- Born: 1956 (age 69–70)
- Education: Harvard College
- Occupations: Businessman; computer programmer;
- Known for: Floating-point arithmetic routines for Altair BASIC; Mathematical routines in Microsoft BASIC;

= Monte Davidoff =

American computer programmer (b. 1956)

Monte Davidoff (/ˈmɒnti ˈdeɪvɪdɒf/; born 1956) is an American computer programmer who was one of the first employees of Microsoft.

Davidoff is from Glendale, Wisconsin. He graduated from Nicolet High School in 1974. As a high-school student, he developed a deep interest in computers and taught himself to code in different languages and for different computers. He subsequently attended Harvard College, majoring in mathematics. At that time, Harvard did not have a separate program for computer science; students interested in this subject typically majored in (applied) mathematics, physics, or engineering. Davidoff also worked at WHRB, the college radio station, and graduated from Harvard in 1978.

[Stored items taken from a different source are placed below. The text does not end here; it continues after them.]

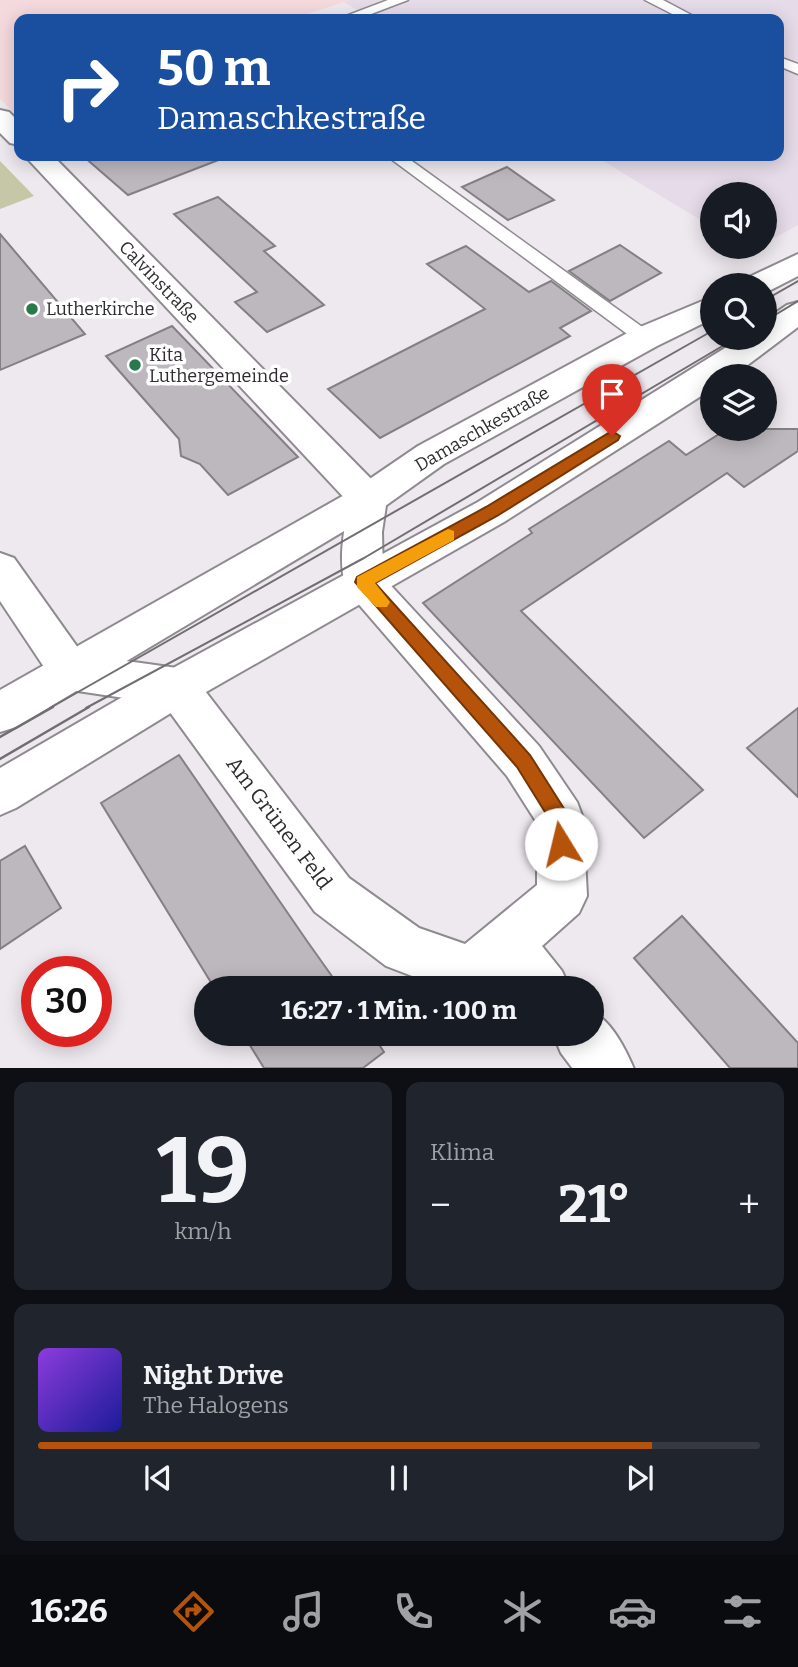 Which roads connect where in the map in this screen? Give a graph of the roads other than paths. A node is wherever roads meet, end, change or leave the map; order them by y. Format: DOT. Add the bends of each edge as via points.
graph roads {
  1 [pos="401,0"];
  2 [pos="652,0"];
  3 [pos="360,14"];
  4 [pos="681,14"];
  5 [pos="0,118"];
  6 [pos="14,132"];
  7 [pos="43,161"];
  8 [pos="402,161"];
  9 [pos="798,263"];
  10 [pos="777,275"];
  11 [pos="798,312"];
  12 [pos="700,313"];
  13 [pos="777,327"];
  14 [pos="645,338"];
  15 [pos="747,350"];
  16 [pos="368,499"];
  17 [pos="0,569"];
  18 [pos="363,582"];
  19 [pos="71,672"];
  20 [pos="177,687"];
  21 [pos="0,713"];
  22 [pos="0,793"];
  23 [pos="506,942"];
  24 [pos="533,976"];
  25 [pos="589,1046"];
  26 [pos="606,1068"];
  1 -- 3 [label="lane"];
  2 -- 4 [label="lane"];
  5 -- 6 [label="street"];
  7 -- 16 [label="street, Calvinstraße"];
  8 -- 14 [label="lane"];
  9 -- 10 [label="street"];
  11 -- 13 [label="street"];
  12 -- 14 [label="street, Damaschkestraße"];
  14 -- 16 [label="street, Damaschkestraße" via="431,455"];
  15 -- 18 [label="street" via="491,512"];
  16 -- 18 [label="street"];
  16 -- 19 [label="street, Damaschkestraße"];
  17 -- 19 [label="street"];
  18 -- 20 [label="street"];
  18 -- 23 [label="street, Am Grünen Feld" via="523,761 560,818 562,896"];
  19 -- 20 [label="street"];
  19 -- 21 [label="street, Damaschkestraße"];
  20 -- 22 [label="street"];
  20 -- 23 [label="street, Am Grünen Feld" via="332,895 404,948 471,972"];
  23 -- 24 [label="street"];
  25 -- 26 [label="street"];
}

Davidoff was a schoolmate of Bill Gates at Harvard. Gates and his business partner, Paul Allen, met Davidoff while discussing how to write a floating-point algorithm. Impressed with his technical knowledge and experience, Gates and Allen recruited Davidoff, then a freshman, for their new company Micro-Soft. (The hyphen was dropped in 1976.) Davidoff was assigned the task of writing floating-point arithmetic routines for Altair BASIC over the summer, when the three of them lived in Albuquerque, New Mexico, where their company was then headquartered. Gates, Allen, and Davidoff managed to write the software without ever seeing the Altair 8800 thanks to a simulator. They also spent time at Harvard's Aiken Computation Laboratory coding on the PDP-10 using Gates' account. Their unusually high usage time was spotted by an administrator, who was concerned that it would jeopardize the school's federal funding following an audit. Gates was later admonished for allowing entry to unauthorized individuals, but Davidoff was cleared of any wrongdoing. They finished this project in 1977. Davidoff was responsible for the mathematical routines. These routines were subsequently reused in Microsoft BASIC products for other systems. The source code is now available at the Pusey Library of Harvard University.

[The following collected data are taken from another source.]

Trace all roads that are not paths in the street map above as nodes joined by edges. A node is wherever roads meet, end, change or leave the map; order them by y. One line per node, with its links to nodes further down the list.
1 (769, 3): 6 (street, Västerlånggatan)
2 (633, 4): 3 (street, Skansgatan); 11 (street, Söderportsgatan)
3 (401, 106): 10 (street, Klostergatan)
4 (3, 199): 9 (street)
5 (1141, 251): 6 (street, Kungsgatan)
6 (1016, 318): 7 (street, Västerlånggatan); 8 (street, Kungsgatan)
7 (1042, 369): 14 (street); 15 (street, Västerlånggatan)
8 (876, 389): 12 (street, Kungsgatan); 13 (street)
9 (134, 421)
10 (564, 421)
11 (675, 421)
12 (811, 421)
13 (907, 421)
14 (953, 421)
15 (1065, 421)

Davidoff returned to Harvard to finish his degree. He later worked at Honeywell Information Systems on the Multics project, Tandem Computers, Ready Systems, and Stratus Computer. Since 2000, he has been working as a consultant through his own company, Alluvial Software, in Cupertino, California. Although he facilitated the rise of Microsoft, he later became a Linux user. His favorite programming language is Python.